PROBLEM DESCRIPTION: Of all the lines in the records below, copy only those that contain the string "body".

RECORD EXCERPTS:
◆ ◆ ◆ ◆ ◆

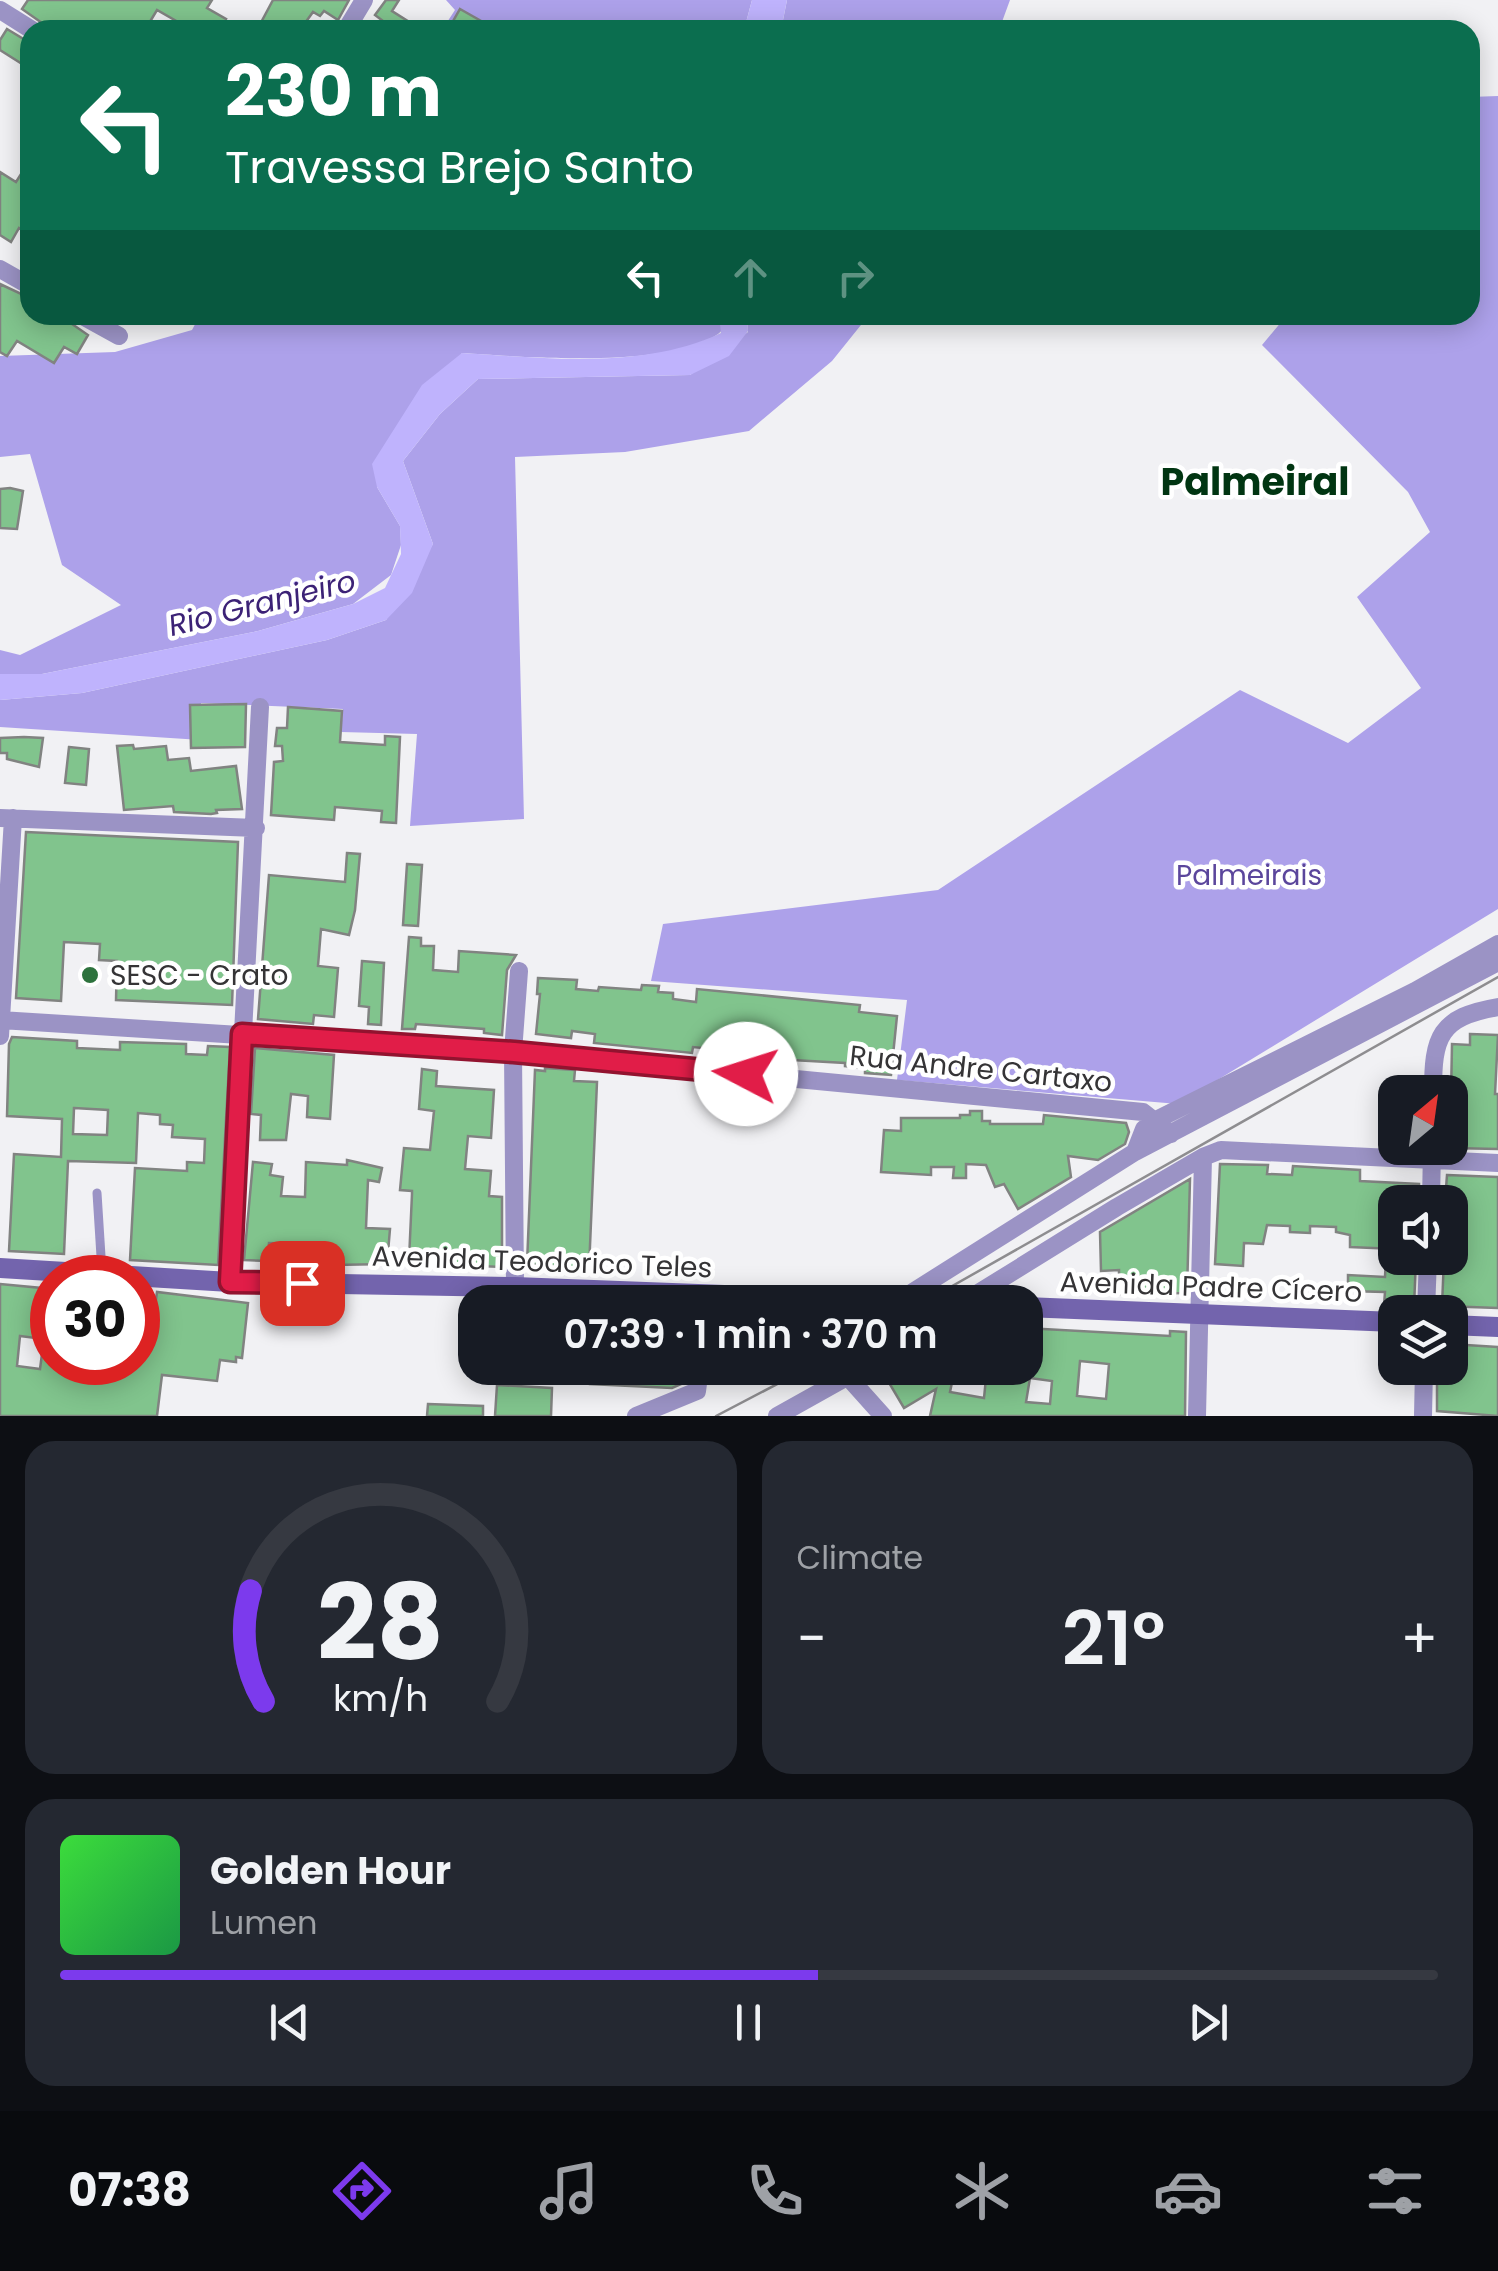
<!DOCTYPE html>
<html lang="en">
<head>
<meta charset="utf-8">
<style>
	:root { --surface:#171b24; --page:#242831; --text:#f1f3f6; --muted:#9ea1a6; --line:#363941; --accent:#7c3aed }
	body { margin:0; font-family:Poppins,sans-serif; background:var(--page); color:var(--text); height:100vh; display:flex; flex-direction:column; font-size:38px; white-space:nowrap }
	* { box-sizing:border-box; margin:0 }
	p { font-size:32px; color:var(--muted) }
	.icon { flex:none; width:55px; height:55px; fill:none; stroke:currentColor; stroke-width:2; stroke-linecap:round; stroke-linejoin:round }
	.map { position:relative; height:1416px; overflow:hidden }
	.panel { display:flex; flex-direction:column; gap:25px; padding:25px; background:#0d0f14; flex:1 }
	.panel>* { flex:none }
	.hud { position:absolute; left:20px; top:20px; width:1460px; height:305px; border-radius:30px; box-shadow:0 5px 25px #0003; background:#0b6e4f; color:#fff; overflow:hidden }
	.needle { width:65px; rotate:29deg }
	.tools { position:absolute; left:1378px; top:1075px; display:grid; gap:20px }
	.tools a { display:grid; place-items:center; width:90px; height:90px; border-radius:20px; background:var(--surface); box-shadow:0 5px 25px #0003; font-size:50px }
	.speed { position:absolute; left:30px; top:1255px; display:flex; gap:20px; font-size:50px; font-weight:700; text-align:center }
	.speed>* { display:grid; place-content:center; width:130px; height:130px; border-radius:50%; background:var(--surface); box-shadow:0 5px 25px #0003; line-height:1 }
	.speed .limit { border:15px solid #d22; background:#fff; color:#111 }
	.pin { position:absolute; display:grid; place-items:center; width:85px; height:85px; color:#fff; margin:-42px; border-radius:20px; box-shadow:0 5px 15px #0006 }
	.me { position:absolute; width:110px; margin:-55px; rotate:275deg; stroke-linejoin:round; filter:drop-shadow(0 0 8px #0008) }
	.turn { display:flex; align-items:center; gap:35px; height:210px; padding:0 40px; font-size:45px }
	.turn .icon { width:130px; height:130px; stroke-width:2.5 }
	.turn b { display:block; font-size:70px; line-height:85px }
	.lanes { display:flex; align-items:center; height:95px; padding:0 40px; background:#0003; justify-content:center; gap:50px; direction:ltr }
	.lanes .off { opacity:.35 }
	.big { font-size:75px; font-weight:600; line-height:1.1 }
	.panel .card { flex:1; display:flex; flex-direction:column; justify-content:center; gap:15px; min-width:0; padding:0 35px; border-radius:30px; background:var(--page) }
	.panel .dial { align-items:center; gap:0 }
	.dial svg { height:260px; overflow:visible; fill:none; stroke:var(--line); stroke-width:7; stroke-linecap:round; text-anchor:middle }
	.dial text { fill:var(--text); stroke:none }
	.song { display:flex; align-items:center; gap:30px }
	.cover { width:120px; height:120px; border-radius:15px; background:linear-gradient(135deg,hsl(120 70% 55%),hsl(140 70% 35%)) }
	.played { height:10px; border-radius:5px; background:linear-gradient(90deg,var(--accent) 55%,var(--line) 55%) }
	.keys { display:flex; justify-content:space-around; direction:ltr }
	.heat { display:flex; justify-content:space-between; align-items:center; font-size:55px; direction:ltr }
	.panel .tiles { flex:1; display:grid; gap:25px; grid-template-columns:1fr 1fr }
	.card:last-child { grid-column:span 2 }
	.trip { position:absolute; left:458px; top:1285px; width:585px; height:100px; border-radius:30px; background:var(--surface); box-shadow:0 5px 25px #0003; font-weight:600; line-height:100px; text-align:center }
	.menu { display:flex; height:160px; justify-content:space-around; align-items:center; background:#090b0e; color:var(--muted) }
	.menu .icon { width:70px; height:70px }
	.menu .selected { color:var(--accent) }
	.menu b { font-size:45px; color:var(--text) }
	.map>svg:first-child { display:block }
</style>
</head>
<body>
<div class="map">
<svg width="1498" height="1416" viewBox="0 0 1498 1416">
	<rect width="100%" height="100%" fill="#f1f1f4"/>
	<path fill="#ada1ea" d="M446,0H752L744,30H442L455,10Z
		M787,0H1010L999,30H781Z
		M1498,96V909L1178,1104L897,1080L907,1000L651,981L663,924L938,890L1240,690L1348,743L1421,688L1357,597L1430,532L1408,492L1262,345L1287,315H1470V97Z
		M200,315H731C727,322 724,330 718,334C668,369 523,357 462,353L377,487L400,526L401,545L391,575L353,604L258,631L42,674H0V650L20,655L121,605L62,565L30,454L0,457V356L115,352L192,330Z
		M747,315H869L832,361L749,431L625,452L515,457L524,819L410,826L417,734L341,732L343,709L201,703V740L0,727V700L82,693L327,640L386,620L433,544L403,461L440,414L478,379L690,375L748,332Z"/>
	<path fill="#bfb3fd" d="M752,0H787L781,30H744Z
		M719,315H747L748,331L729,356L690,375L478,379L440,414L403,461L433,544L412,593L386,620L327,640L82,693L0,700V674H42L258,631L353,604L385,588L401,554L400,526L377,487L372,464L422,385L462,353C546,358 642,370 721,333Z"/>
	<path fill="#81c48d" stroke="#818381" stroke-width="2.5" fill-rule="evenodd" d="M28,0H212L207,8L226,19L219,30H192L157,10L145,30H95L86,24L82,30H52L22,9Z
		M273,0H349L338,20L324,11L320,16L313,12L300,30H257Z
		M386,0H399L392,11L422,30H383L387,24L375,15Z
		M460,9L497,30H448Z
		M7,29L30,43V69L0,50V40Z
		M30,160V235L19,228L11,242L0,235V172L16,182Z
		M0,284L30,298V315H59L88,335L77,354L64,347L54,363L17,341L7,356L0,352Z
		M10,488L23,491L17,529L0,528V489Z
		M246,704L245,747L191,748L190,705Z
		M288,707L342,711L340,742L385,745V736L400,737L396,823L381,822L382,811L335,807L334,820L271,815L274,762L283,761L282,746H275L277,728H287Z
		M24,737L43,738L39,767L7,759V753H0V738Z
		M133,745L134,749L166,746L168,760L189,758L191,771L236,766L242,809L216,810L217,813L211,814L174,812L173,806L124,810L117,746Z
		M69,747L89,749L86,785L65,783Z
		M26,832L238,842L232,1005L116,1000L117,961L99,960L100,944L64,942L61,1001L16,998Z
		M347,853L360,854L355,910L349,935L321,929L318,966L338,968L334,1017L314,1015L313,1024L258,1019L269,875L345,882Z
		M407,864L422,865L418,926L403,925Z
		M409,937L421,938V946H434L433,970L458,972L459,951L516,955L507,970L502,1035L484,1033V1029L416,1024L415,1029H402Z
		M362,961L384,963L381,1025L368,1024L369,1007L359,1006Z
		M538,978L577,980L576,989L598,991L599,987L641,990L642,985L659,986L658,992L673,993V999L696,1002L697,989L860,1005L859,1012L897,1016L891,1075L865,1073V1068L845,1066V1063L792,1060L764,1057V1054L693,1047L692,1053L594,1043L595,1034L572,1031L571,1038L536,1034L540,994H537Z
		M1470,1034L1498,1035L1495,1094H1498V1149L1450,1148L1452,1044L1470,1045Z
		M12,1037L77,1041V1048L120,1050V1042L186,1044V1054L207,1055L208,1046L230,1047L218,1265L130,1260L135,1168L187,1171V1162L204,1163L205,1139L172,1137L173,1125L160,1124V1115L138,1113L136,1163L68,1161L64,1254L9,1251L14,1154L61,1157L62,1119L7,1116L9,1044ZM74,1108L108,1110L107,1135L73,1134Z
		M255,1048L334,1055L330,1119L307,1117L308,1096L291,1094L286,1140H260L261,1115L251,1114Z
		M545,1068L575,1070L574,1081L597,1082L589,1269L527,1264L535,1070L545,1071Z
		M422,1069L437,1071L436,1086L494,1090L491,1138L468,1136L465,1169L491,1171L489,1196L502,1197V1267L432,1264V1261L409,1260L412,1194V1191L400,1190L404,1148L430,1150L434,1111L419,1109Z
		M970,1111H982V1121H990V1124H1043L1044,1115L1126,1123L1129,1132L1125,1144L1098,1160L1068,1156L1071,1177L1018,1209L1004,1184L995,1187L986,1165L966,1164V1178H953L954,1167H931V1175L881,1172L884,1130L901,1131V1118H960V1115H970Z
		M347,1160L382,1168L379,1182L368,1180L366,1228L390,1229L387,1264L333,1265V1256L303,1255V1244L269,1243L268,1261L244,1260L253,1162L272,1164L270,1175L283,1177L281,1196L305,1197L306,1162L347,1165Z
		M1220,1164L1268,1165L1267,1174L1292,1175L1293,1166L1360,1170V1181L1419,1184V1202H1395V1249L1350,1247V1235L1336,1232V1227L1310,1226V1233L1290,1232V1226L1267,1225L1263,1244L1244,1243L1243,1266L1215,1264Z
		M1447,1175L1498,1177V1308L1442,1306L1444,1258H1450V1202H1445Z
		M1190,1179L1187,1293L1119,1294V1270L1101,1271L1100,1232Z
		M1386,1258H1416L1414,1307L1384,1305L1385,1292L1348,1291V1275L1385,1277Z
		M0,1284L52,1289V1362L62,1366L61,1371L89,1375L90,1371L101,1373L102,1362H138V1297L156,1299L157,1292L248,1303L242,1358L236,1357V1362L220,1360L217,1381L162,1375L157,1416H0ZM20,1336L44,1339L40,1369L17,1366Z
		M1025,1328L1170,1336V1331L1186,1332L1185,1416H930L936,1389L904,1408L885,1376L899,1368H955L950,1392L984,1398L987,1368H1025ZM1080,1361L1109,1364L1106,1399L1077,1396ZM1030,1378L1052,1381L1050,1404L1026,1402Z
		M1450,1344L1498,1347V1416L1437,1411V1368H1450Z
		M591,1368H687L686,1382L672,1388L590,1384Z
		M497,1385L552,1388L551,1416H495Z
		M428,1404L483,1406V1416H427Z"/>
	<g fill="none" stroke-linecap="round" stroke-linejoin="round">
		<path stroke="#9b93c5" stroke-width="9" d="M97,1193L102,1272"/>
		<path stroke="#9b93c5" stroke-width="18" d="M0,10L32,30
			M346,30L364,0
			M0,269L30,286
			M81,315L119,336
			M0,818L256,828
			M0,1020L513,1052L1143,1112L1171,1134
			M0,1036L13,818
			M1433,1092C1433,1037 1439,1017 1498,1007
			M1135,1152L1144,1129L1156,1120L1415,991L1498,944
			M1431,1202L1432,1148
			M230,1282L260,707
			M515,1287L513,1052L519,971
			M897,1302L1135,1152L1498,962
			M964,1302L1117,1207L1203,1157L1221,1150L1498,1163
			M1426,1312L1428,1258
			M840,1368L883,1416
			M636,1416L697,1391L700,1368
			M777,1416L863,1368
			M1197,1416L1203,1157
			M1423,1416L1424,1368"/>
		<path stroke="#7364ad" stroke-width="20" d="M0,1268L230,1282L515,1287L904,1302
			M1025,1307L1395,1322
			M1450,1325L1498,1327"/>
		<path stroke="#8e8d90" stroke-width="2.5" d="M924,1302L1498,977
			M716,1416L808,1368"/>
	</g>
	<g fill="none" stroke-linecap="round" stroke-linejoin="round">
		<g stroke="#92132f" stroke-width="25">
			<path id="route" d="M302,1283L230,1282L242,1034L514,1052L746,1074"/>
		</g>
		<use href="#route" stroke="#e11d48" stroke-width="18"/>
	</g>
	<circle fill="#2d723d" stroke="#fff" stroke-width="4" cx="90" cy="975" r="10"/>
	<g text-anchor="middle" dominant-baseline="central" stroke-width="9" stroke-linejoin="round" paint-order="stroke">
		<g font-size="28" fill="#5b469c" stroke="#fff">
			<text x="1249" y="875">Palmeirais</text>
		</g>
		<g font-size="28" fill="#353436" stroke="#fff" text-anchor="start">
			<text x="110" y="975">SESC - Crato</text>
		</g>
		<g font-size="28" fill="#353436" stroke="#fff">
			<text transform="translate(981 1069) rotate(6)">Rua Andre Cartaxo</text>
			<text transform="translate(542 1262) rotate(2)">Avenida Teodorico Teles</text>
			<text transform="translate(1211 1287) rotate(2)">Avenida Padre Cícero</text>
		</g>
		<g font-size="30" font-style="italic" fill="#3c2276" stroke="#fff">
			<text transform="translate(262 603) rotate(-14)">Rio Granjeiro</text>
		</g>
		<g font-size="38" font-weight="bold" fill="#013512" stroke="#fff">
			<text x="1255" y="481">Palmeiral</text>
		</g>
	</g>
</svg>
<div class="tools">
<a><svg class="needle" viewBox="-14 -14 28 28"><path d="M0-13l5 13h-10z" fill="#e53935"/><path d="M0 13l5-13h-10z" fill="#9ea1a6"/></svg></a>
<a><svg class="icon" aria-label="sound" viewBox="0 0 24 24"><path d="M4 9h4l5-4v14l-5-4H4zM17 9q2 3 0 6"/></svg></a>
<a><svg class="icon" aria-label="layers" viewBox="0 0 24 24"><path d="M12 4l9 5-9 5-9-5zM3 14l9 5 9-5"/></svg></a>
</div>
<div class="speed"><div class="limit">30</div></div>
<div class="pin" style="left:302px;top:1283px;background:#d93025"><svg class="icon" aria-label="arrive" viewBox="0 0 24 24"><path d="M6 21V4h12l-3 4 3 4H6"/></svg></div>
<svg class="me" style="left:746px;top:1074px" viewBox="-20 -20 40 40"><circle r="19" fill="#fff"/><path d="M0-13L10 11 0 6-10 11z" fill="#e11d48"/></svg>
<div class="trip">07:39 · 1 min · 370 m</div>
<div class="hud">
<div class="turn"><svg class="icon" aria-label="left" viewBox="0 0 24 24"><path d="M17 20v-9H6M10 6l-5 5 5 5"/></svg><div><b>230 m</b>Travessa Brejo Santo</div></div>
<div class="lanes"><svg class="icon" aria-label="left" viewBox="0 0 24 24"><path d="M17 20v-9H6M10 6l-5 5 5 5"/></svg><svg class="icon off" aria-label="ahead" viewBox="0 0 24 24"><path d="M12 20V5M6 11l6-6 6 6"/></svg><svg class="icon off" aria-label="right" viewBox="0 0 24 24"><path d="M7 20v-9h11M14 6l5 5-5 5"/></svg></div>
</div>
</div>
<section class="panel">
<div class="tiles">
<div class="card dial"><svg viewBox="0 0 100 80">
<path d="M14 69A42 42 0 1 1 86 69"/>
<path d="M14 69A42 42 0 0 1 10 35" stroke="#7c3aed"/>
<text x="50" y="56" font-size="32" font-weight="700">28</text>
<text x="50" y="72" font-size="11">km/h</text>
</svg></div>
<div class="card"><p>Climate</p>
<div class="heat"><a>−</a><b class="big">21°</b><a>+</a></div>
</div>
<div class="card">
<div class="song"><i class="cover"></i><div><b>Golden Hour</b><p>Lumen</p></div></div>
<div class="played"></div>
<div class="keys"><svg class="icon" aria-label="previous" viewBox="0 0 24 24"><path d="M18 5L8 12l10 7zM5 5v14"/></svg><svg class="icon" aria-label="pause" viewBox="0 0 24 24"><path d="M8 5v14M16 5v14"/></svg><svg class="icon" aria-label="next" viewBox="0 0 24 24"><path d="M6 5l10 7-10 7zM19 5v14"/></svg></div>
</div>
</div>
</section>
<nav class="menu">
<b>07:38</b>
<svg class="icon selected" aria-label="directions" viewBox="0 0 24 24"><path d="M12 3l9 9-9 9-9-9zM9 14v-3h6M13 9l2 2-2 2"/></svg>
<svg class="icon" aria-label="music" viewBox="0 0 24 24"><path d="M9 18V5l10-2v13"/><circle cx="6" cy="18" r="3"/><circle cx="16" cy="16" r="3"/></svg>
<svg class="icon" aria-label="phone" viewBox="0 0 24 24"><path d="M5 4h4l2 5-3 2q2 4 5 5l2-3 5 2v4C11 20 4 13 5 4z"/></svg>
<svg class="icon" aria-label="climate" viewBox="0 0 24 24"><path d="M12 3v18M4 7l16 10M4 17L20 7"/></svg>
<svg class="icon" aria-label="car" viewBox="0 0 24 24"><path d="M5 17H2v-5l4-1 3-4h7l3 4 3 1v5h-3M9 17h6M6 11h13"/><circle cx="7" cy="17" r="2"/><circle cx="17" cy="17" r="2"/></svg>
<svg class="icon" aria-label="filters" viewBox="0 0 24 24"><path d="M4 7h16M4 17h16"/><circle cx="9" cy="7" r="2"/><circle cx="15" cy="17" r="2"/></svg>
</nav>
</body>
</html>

◆ ◆ ◆ ◆ ◆

YOUR SOLUTION:
	body { margin:0; font-family:Poppins,sans-serif; background:var(--page); color:var(--text); height:100vh; display:flex; flex-direction:column; font-size:38px; white-space:nowrap }
<body>
</body>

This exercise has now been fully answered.